> [WHAT THE TASK REQUIRES]:
Write out the records word for word.

> [THE DATA]:
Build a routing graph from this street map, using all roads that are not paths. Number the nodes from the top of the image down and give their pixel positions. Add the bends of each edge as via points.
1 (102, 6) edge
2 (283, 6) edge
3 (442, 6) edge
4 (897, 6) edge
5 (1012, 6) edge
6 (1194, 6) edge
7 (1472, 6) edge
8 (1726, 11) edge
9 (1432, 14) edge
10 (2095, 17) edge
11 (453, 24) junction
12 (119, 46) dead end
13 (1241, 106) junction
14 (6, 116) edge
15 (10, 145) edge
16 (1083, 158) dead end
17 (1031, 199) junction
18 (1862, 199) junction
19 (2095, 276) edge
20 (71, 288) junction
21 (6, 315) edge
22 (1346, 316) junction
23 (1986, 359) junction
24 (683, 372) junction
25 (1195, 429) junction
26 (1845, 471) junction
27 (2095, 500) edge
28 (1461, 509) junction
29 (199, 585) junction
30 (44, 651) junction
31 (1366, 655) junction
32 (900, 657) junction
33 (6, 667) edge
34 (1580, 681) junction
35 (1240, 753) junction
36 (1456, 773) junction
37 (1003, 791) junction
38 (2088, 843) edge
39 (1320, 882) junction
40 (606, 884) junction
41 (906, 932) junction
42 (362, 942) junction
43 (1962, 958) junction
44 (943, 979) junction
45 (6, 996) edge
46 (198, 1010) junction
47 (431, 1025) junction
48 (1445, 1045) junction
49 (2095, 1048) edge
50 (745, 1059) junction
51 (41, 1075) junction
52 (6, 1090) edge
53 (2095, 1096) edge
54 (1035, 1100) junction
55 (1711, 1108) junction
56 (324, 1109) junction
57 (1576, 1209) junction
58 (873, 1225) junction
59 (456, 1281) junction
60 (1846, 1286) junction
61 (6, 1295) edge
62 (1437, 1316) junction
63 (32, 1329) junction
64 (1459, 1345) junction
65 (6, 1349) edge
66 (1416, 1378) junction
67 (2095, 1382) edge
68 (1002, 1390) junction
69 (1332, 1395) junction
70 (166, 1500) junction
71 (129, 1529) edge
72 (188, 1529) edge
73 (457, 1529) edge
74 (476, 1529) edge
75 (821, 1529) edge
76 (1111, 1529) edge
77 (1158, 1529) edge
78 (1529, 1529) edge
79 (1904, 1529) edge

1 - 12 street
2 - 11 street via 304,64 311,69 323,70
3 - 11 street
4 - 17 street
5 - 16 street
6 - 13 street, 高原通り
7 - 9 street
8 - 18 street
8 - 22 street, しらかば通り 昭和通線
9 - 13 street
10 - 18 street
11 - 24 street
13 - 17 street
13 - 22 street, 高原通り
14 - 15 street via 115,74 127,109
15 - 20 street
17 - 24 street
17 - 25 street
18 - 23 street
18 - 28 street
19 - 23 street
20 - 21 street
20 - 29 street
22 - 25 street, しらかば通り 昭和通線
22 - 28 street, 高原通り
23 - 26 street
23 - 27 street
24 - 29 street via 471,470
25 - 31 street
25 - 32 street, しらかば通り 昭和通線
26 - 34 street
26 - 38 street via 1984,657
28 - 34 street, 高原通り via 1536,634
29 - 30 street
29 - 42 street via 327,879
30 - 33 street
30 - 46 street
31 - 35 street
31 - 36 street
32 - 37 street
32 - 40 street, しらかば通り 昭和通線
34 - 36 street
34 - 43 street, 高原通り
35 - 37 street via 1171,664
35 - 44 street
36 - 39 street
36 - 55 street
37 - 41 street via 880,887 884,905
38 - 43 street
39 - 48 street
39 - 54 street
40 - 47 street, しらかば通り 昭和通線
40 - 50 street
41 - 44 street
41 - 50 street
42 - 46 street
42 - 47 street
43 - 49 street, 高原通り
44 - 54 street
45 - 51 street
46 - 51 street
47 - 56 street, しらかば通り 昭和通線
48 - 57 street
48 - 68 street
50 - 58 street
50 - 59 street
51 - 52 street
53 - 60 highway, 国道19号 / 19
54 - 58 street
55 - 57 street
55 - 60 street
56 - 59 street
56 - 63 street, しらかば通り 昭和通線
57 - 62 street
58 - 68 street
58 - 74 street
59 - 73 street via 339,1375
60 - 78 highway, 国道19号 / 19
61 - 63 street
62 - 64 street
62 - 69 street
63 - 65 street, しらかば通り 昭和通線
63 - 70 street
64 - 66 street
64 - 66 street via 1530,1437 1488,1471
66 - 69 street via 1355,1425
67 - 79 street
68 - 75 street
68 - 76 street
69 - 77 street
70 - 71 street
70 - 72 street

> [RESPONSE AREA]:
Build a routing graph from this street map, using all roads that are not paths. Number the nodes from the top of the image down and give their pixel positions. Add the bends of each edge as via points.
1 (102, 6) edge
2 (283, 6) edge
3 (442, 6) edge
4 (897, 6) edge
5 (1012, 6) edge
6 (1194, 6) edge
7 (1472, 6) edge
8 (1726, 11) edge
9 (1432, 14) edge
10 (2095, 17) edge
11 (453, 24) junction
12 (119, 46) dead end
13 (1241, 106) junction
14 (6, 116) edge
15 (10, 145) edge
16 (1083, 158) dead end
17 (1031, 199) junction
18 (1862, 199) junction
19 (2095, 276) edge
20 (71, 288) junction
21 (6, 315) edge
22 (1346, 316) junction
23 (1986, 359) junction
24 (683, 372) junction
25 (1195, 429) junction
26 (1845, 471) junction
27 (2095, 500) edge
28 (1461, 509) junction
29 (199, 585) junction
30 (44, 651) junction
31 (1366, 655) junction
32 (900, 657) junction
33 (6, 667) edge
34 (1580, 681) junction
35 (1240, 753) junction
36 (1456, 773) junction
37 (1003, 791) junction
38 (2088, 843) edge
39 (1320, 882) junction
40 (606, 884) junction
41 (906, 932) junction
42 (362, 942) junction
43 (1962, 958) junction
44 (943, 979) junction
45 (6, 996) edge
46 (198, 1010) junction
47 (431, 1025) junction
48 (1445, 1045) junction
49 (2095, 1048) edge
50 (745, 1059) junction
51 (41, 1075) junction
52 (6, 1090) edge
53 (2095, 1096) edge
54 (1035, 1100) junction
55 (1711, 1108) junction
56 (324, 1109) junction
57 (1576, 1209) junction
58 (873, 1225) junction
59 (456, 1281) junction
60 (1846, 1286) junction
61 (6, 1295) edge
62 (1437, 1316) junction
63 (32, 1329) junction
64 (1459, 1345) junction
65 (6, 1349) edge
66 (1416, 1378) junction
67 (2095, 1382) edge
68 (1002, 1390) junction
69 (1332, 1395) junction
70 (166, 1500) junction
71 (129, 1529) edge
72 (188, 1529) edge
73 (457, 1529) edge
74 (476, 1529) edge
75 (821, 1529) edge
76 (1111, 1529) edge
77 (1158, 1529) edge
78 (1529, 1529) edge
79 (1904, 1529) edge

1 - 12 street
2 - 11 street via 304,64 311,69 323,70
3 - 11 street
4 - 17 street
5 - 16 street
6 - 13 street, 高原通り
7 - 9 street
8 - 18 street
8 - 22 street, しらかば通り 昭和通線
9 - 13 street
10 - 18 street
11 - 24 street
13 - 17 street
13 - 22 street, 高原通り
14 - 15 street via 115,74 127,109
15 - 20 street
17 - 24 street
17 - 25 street
18 - 23 street
18 - 28 street
19 - 23 street
20 - 21 street
20 - 29 street
22 - 25 street, しらかば通り 昭和通線
22 - 28 street, 高原通り
23 - 26 street
23 - 27 street
24 - 29 street via 471,470
25 - 31 street
25 - 32 street, しらかば通り 昭和通線
26 - 34 street
26 - 38 street via 1984,657
28 - 34 street, 高原通り via 1536,634
29 - 30 street
29 - 42 street via 327,879
30 - 33 street
30 - 46 street
31 - 35 street
31 - 36 street
32 - 37 street
32 - 40 street, しらかば通り 昭和通線
34 - 36 street
34 - 43 street, 高原通り
35 - 37 street via 1171,664
35 - 44 street
36 - 39 street
36 - 55 street
37 - 41 street via 880,887 884,905
38 - 43 street
39 - 48 street
39 - 54 street
40 - 47 street, しらかば通り 昭和通線
40 - 50 street
41 - 44 street
41 - 50 street
42 - 46 street
42 - 47 street
43 - 49 street, 高原通り
44 - 54 street
45 - 51 street
46 - 51 street
47 - 56 street, しらかば通り 昭和通線
48 - 57 street
48 - 68 street
50 - 58 street
50 - 59 street
51 - 52 street
53 - 60 highway, 国道19号 / 19
54 - 58 street
55 - 57 street
55 - 60 street
56 - 59 street
56 - 63 street, しらかば通り 昭和通線
57 - 62 street
58 - 68 street
58 - 74 street
59 - 73 street via 339,1375
60 - 78 highway, 国道19号 / 19
61 - 63 street
62 - 64 street
62 - 69 street
63 - 65 street, しらかば通り 昭和通線
63 - 70 street
64 - 66 street
64 - 66 street via 1530,1437 1488,1471
66 - 69 street via 1355,1425
67 - 79 street
68 - 75 street
68 - 76 street
69 - 77 street
70 - 71 street
70 - 72 street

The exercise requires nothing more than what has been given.